## INSTRUCTIONS TO FOLLOW
Only the number is needed: how many lines in the entries below contain the string "Hemlock"?

## DATA SUPPLIED
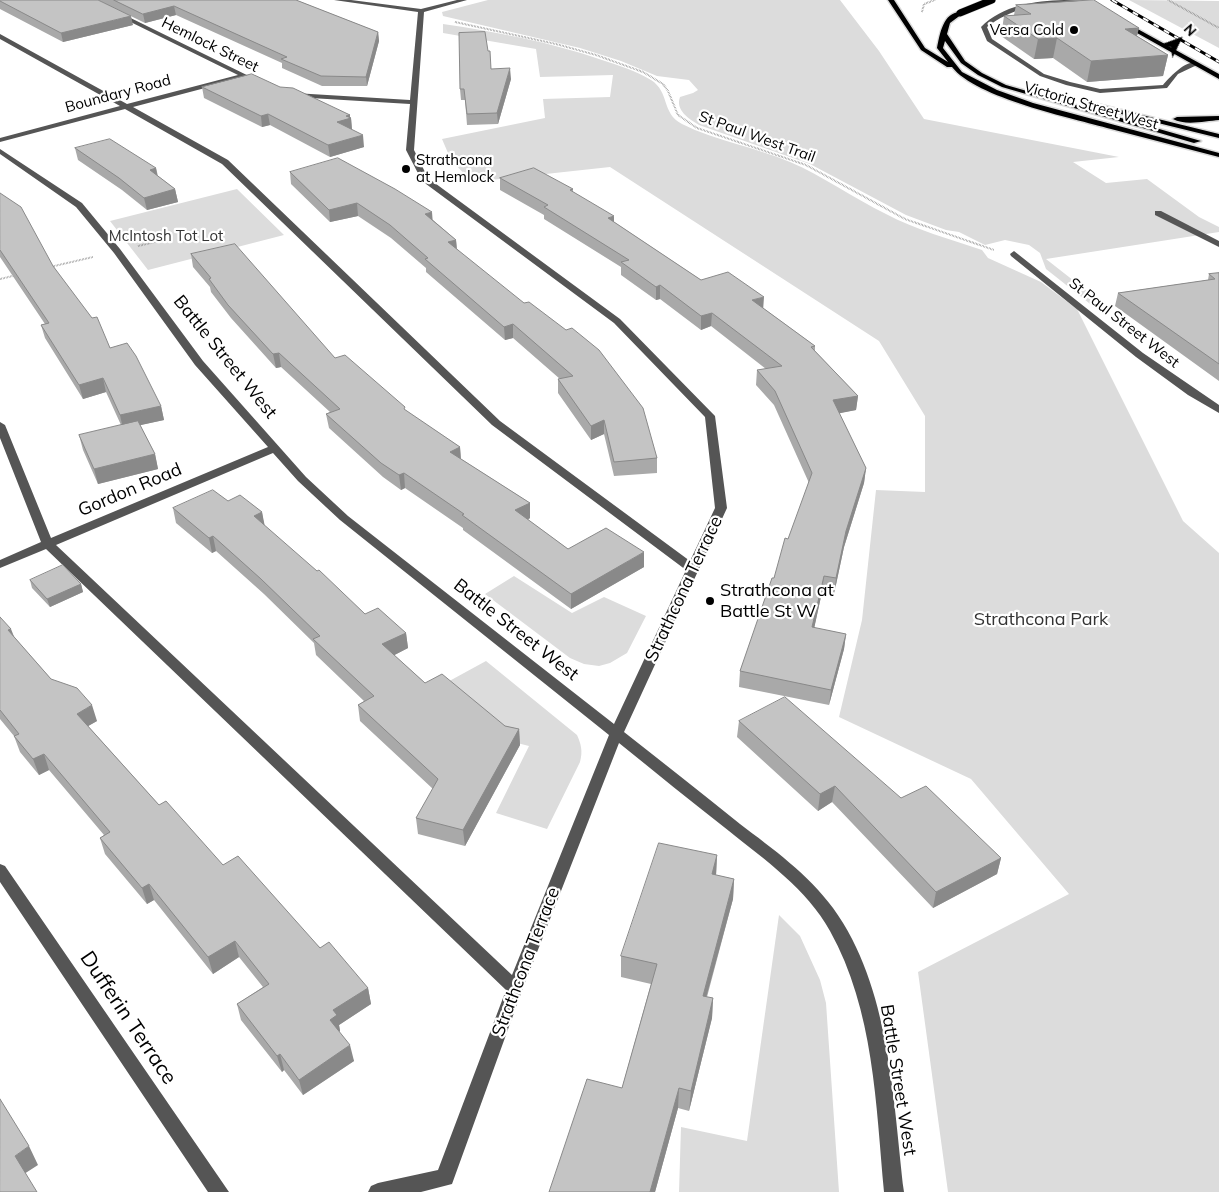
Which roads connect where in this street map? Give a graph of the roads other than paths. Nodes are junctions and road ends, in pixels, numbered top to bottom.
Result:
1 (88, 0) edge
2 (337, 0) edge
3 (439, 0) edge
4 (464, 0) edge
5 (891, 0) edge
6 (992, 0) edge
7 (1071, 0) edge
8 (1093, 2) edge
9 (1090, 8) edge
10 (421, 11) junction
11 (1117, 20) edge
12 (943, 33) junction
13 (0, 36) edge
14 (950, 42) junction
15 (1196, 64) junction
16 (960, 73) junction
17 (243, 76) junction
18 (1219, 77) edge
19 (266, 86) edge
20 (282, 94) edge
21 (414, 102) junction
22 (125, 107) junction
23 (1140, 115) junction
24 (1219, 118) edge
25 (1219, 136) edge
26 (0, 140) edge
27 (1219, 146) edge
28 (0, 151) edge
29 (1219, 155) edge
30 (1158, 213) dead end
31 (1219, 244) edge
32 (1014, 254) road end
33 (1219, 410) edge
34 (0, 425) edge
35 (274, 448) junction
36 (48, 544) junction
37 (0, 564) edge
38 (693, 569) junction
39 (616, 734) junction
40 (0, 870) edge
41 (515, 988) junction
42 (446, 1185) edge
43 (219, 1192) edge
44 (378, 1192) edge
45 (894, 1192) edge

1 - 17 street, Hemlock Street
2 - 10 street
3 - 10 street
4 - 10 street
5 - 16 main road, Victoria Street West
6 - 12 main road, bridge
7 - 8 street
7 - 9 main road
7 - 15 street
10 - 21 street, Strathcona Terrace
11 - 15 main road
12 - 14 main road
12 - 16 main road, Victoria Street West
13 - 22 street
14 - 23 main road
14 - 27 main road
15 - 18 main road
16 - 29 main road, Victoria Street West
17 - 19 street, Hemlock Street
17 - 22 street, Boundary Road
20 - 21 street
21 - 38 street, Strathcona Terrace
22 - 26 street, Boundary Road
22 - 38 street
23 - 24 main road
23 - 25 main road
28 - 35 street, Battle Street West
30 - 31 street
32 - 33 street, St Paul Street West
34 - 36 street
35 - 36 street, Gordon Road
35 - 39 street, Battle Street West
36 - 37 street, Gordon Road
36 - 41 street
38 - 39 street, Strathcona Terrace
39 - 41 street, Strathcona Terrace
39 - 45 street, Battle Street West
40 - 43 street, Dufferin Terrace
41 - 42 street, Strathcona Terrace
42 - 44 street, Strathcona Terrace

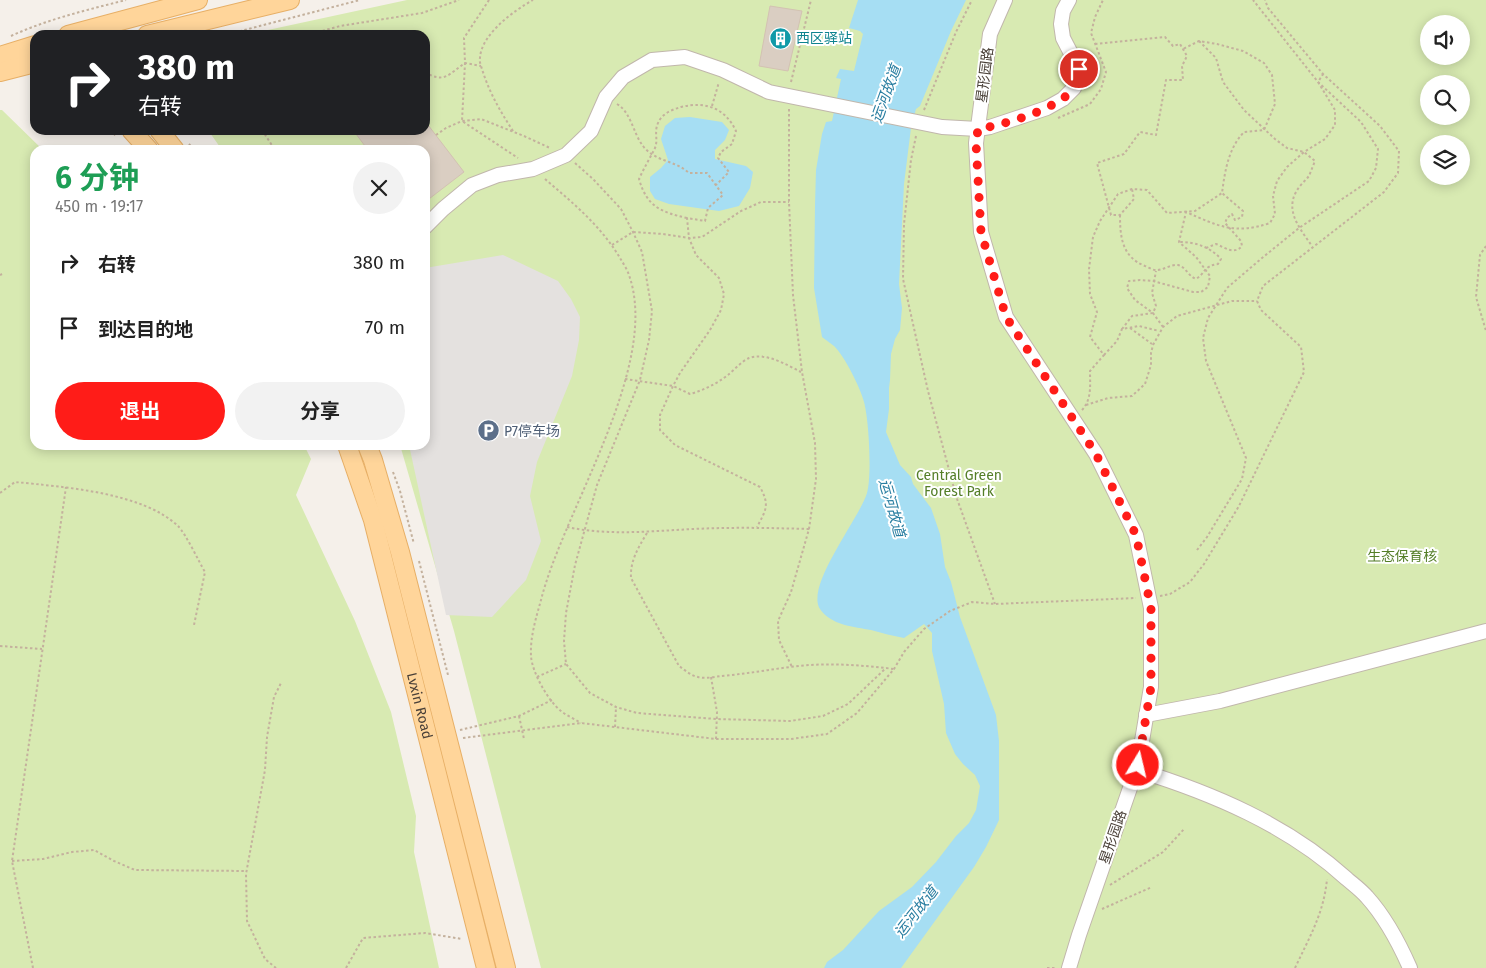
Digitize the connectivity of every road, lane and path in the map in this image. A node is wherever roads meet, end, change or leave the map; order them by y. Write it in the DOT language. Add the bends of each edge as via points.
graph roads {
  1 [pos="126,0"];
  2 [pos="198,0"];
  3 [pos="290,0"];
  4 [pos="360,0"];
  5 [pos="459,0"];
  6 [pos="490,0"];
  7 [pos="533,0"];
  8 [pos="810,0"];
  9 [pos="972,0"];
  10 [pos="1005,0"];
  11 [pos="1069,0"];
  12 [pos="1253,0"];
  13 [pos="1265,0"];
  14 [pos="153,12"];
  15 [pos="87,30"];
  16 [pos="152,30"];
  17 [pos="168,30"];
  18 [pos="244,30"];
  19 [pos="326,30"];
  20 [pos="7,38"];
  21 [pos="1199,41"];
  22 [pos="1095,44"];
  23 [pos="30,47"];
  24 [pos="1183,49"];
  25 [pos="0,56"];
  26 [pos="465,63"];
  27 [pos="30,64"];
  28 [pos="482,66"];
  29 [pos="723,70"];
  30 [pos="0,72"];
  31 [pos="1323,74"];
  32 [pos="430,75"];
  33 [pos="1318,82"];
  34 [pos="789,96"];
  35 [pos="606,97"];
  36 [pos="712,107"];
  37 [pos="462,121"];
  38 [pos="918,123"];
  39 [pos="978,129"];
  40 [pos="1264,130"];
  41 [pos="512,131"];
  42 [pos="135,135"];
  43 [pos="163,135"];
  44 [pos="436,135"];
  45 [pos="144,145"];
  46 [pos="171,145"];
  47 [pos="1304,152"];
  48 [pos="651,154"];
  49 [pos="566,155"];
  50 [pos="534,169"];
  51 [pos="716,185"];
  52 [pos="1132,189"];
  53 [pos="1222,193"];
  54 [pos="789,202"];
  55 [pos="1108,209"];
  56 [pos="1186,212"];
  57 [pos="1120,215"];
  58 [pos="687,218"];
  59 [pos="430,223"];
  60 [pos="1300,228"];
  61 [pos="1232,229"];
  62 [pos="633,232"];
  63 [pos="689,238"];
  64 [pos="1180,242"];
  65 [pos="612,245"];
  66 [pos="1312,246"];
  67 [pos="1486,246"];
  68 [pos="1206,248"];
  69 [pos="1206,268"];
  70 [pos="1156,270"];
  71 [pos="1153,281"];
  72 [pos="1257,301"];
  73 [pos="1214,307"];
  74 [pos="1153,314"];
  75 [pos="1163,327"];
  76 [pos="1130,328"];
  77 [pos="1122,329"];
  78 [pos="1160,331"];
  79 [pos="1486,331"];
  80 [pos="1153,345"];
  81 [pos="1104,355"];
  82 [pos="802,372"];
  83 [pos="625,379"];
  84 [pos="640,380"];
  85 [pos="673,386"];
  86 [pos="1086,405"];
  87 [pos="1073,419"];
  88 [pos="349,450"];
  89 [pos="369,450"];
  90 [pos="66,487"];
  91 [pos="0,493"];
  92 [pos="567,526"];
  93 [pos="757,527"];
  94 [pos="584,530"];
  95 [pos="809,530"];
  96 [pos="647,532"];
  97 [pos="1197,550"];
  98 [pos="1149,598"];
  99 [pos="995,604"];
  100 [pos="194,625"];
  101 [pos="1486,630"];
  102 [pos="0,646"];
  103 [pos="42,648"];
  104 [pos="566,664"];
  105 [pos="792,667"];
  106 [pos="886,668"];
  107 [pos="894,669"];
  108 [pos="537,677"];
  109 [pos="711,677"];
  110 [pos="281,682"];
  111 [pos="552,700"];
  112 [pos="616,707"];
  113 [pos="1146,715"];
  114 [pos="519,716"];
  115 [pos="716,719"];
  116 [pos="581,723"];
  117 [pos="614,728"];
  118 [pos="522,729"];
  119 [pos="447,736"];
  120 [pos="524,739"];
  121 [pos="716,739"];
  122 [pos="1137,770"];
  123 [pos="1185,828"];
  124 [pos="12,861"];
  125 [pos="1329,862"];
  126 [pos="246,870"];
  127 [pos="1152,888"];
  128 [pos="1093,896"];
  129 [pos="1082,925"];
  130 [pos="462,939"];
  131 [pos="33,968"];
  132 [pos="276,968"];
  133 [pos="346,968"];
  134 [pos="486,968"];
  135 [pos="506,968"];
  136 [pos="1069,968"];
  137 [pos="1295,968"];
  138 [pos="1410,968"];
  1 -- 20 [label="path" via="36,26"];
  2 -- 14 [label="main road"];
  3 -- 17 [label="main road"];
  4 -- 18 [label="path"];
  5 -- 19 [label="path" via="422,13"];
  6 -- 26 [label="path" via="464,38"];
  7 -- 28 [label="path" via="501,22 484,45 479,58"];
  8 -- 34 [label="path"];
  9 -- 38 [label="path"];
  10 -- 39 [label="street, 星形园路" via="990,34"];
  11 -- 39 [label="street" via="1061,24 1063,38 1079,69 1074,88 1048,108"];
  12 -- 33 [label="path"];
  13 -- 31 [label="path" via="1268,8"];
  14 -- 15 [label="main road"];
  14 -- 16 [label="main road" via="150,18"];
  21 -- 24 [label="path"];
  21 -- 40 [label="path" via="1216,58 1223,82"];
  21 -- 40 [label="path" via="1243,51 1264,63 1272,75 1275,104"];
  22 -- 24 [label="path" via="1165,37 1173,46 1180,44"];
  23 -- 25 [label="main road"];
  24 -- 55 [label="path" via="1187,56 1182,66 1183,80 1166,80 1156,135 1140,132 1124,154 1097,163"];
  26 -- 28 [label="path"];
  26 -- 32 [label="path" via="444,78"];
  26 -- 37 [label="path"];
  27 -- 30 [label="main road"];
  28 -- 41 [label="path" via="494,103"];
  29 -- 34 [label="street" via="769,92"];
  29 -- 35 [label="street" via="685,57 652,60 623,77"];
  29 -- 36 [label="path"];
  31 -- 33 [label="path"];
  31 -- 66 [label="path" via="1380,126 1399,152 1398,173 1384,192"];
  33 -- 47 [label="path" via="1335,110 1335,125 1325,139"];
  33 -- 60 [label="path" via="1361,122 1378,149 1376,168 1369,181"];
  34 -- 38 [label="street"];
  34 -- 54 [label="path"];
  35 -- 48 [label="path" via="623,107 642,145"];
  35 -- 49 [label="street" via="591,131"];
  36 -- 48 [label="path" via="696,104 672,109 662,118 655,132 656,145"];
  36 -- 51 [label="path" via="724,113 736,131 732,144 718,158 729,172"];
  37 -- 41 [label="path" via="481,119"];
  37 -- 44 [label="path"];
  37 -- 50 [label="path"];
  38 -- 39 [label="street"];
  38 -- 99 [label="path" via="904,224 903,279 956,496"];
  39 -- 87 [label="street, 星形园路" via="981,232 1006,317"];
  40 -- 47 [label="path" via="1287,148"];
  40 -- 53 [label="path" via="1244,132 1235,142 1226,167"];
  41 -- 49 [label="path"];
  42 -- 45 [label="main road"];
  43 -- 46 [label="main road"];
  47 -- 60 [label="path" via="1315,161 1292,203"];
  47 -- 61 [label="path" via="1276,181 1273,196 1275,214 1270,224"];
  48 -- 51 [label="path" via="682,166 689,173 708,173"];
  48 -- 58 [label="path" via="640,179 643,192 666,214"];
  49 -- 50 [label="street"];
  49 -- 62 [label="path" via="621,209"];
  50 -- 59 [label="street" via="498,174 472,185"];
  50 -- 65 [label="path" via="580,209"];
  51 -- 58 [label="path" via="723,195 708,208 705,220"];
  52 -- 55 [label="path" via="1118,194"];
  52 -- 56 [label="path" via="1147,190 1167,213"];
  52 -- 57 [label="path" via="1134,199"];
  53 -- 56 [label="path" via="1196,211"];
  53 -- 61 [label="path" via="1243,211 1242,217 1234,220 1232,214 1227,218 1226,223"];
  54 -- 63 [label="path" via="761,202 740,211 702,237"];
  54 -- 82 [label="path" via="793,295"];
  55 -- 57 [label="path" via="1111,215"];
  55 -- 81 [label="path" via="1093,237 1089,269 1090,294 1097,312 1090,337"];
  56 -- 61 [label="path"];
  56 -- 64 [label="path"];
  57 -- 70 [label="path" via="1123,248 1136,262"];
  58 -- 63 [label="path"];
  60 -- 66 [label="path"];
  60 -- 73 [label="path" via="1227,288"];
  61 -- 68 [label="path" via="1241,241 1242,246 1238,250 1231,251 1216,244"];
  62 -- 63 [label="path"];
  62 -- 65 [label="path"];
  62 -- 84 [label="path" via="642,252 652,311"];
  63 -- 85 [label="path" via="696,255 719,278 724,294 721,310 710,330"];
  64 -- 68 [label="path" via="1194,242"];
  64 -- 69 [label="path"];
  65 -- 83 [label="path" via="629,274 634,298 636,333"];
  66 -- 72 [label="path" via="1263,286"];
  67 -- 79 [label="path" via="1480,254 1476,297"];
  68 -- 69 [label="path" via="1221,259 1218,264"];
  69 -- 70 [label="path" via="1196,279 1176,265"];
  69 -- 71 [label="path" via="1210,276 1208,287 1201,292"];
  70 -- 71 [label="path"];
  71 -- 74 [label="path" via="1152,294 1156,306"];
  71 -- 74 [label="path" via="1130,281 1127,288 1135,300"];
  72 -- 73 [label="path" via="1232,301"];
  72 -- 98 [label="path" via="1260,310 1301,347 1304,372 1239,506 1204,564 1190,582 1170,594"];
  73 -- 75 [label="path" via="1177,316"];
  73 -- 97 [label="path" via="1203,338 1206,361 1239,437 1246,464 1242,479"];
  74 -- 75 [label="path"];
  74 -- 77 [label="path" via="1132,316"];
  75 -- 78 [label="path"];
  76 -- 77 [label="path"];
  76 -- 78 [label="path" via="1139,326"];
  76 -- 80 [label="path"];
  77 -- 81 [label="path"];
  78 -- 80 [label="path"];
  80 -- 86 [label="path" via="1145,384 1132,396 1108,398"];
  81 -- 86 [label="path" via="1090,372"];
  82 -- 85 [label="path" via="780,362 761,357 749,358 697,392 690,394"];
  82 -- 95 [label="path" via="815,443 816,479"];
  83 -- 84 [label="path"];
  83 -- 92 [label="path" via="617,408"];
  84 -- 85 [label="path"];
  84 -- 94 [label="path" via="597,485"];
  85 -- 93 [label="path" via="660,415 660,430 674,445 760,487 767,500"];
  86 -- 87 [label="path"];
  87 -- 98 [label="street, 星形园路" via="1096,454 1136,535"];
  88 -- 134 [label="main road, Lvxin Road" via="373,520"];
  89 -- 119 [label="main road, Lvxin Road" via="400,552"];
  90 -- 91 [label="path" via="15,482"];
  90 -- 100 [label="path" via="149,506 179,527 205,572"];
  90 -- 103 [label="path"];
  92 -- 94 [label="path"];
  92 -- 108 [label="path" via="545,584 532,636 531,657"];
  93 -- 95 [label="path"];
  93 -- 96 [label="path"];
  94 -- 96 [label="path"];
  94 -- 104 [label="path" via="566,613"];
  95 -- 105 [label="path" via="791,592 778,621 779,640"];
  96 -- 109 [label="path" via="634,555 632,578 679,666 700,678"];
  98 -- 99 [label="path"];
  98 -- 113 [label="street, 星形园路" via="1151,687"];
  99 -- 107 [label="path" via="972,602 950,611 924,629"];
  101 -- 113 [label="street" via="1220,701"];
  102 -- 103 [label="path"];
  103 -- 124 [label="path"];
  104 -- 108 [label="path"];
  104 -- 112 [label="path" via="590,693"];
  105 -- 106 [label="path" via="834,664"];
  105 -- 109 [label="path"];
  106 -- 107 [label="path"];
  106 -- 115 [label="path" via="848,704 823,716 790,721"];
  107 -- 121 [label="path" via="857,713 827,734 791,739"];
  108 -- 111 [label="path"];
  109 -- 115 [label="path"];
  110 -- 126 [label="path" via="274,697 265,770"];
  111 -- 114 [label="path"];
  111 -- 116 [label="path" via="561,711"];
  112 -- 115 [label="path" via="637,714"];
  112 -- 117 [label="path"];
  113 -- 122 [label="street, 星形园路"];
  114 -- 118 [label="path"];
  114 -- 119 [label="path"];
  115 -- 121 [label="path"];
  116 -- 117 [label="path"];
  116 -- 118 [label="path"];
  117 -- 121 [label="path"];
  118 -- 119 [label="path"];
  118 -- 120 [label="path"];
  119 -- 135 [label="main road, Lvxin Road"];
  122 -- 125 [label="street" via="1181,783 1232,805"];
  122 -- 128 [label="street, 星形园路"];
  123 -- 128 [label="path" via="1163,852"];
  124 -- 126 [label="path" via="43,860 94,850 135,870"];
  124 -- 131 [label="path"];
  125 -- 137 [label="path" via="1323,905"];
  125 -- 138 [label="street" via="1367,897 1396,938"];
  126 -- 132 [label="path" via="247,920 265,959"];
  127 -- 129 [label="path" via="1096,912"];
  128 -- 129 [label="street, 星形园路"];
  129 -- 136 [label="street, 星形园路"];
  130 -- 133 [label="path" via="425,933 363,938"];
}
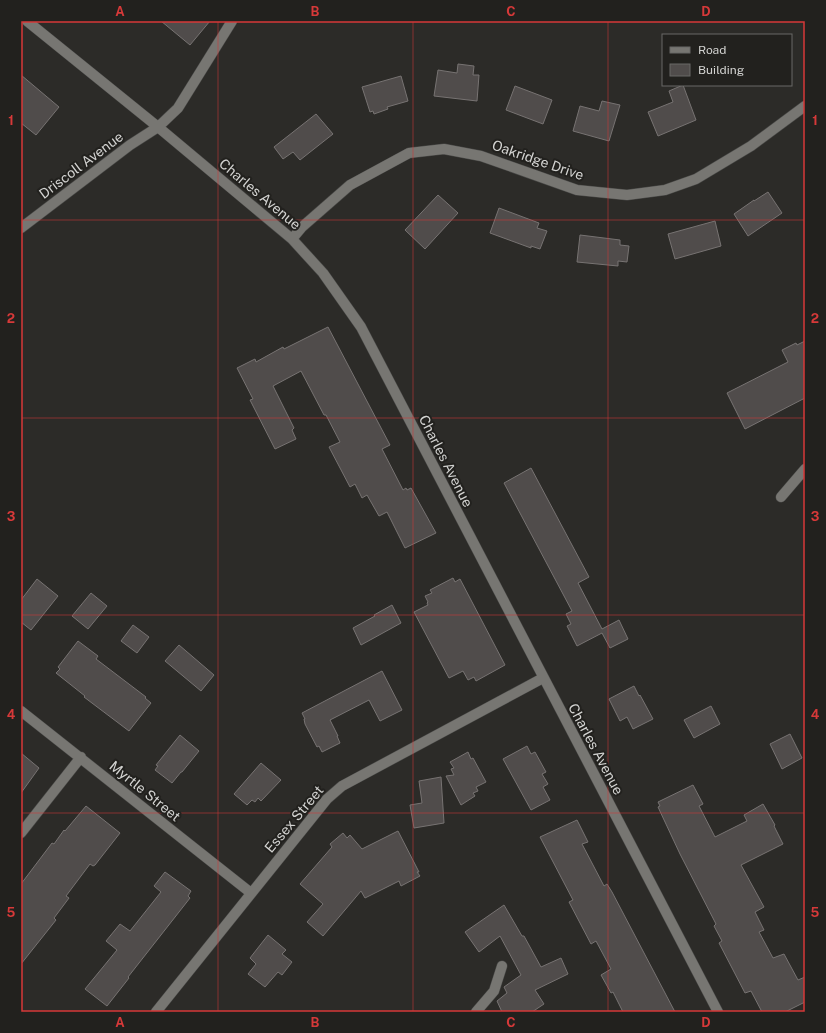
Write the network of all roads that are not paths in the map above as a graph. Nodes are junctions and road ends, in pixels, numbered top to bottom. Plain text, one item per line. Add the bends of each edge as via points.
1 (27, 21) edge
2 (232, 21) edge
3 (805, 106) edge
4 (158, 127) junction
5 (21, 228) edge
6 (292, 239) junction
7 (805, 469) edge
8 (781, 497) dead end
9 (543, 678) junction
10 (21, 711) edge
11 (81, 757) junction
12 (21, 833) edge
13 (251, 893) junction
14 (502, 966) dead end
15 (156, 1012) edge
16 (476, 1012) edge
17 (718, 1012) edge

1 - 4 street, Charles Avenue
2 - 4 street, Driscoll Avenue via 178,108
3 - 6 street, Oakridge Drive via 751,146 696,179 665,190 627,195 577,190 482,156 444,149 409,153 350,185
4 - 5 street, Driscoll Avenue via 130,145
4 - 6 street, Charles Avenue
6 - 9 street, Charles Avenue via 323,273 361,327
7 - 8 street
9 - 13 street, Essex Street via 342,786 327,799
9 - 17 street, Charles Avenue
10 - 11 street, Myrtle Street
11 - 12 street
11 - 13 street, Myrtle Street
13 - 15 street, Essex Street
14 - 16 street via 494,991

## ANSWER FOR THE TASK
2